* THE PROBLEM *
Would you please return only the lines from the one with "index dip: (100, 130)" through the last line of the records below, leaving the pictures out?
──────── DATA SUPPLIED ────────
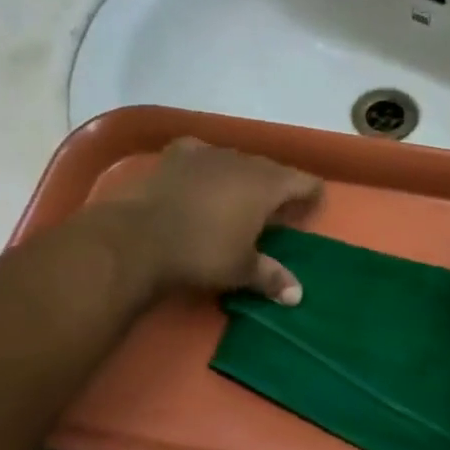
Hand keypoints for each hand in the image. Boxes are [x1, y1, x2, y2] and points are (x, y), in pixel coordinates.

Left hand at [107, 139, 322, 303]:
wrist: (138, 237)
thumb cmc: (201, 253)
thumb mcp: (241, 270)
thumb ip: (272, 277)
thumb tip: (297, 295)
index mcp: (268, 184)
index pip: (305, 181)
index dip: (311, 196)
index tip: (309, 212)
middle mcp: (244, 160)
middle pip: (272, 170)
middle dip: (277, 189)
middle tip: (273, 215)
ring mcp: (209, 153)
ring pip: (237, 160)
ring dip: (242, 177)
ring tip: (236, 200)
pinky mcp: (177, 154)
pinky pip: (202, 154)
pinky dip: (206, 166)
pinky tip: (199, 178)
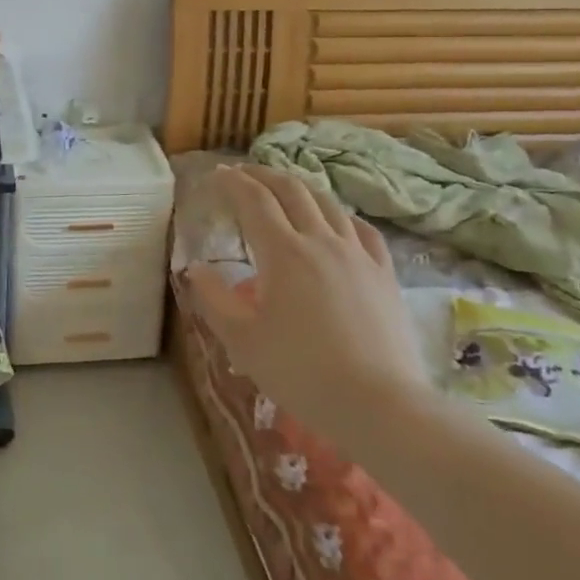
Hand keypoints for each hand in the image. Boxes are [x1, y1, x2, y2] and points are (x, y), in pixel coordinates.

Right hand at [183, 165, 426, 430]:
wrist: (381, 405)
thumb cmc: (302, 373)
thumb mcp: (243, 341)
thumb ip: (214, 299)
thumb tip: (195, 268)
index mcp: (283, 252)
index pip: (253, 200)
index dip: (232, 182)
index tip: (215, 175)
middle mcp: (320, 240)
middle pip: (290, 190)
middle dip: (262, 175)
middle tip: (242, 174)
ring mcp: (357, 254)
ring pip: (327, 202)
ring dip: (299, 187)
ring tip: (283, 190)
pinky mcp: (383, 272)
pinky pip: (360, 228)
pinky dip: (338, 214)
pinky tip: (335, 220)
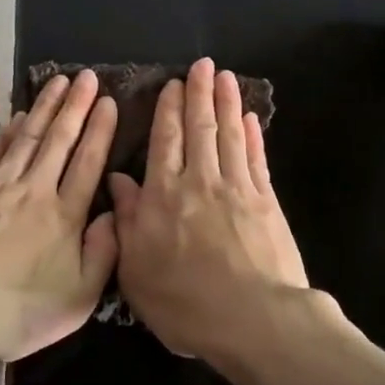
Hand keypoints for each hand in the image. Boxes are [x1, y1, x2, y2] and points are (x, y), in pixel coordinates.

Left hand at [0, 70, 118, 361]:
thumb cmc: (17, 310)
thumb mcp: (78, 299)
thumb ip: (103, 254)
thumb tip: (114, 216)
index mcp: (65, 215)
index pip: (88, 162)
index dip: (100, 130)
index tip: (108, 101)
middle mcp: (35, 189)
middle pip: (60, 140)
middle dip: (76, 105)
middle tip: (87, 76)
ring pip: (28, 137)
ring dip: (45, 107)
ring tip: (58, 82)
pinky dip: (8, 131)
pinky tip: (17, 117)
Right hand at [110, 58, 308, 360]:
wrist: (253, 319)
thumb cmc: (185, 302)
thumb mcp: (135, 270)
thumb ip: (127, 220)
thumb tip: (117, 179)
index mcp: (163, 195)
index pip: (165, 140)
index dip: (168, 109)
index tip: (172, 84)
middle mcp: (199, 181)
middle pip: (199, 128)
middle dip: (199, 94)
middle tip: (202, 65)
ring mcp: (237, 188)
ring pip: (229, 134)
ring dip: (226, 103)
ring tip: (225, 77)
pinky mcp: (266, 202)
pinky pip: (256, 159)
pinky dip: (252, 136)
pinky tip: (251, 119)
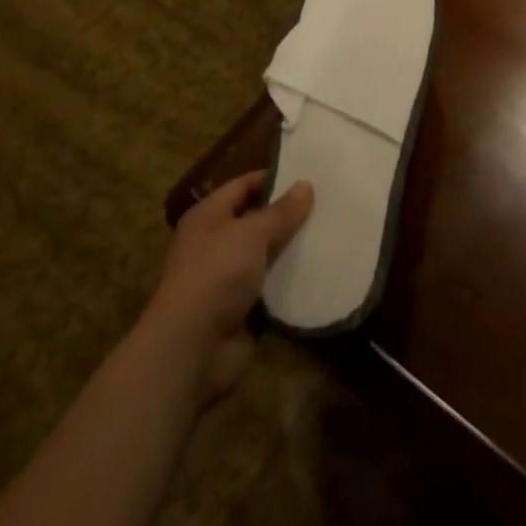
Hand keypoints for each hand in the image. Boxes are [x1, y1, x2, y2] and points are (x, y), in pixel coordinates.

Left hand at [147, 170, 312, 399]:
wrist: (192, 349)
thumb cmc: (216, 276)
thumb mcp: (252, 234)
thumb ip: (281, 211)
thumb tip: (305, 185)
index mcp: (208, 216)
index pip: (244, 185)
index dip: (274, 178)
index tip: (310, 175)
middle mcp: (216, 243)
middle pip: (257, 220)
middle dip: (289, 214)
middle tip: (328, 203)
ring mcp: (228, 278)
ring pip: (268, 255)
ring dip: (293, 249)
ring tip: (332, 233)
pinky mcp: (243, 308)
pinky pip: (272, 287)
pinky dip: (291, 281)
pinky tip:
────────
* YOUR SOLUTION *
index dip: (100, 130)
index tip: (108, 101)
middle mcp: (35, 189)
middle pip: (60, 140)
middle dip: (76, 105)
middle tip: (87, 76)
ring pip: (28, 137)
ring dip: (45, 107)
ring tip: (58, 82)
pinky dip: (8, 131)
pinky tip: (17, 117)
Right hand at [110, 58, 308, 360]:
wrist: (253, 319)
thumb cmc: (185, 302)
thumb mcp: (135, 270)
thumb ip: (127, 220)
thumb tip: (117, 179)
index mcp: (163, 195)
index pip: (165, 140)
index dip: (168, 109)
index tip: (172, 84)
middle mcp: (199, 181)
middle pip: (199, 128)
middle dip: (199, 94)
middle tip: (202, 65)
ring mcp: (237, 188)
ring pip: (229, 134)
ring dip: (226, 103)
ring tip: (225, 77)
pinky mcp: (266, 202)
pinky pip: (256, 159)
pinky dip: (252, 136)
pinky tip: (251, 119)
Hand keypoints for each hand in the image. Boxes are [x1, y1, x2, y2] and points are (x, y), in pixel coordinates.

Left hand at [147, 170, 312, 399]:
wrist: (192, 349)
thumb cmc: (216, 276)
thumb mcp: (252, 234)
thumb ip: (281, 211)
thumb tip: (305, 185)
index mcp: (208, 216)
index pip: (244, 185)
index dip: (274, 178)
index tip: (310, 175)
middle mcp: (216, 243)
middle pip: (257, 220)
middle dip: (289, 214)
middle tip: (328, 203)
ring mcp: (228, 278)
ring pip: (268, 255)
ring dip: (293, 249)
ring tip: (332, 233)
pinky mcp: (243, 308)
pinky pip: (272, 287)
pinky dip: (291, 281)
pinky tip:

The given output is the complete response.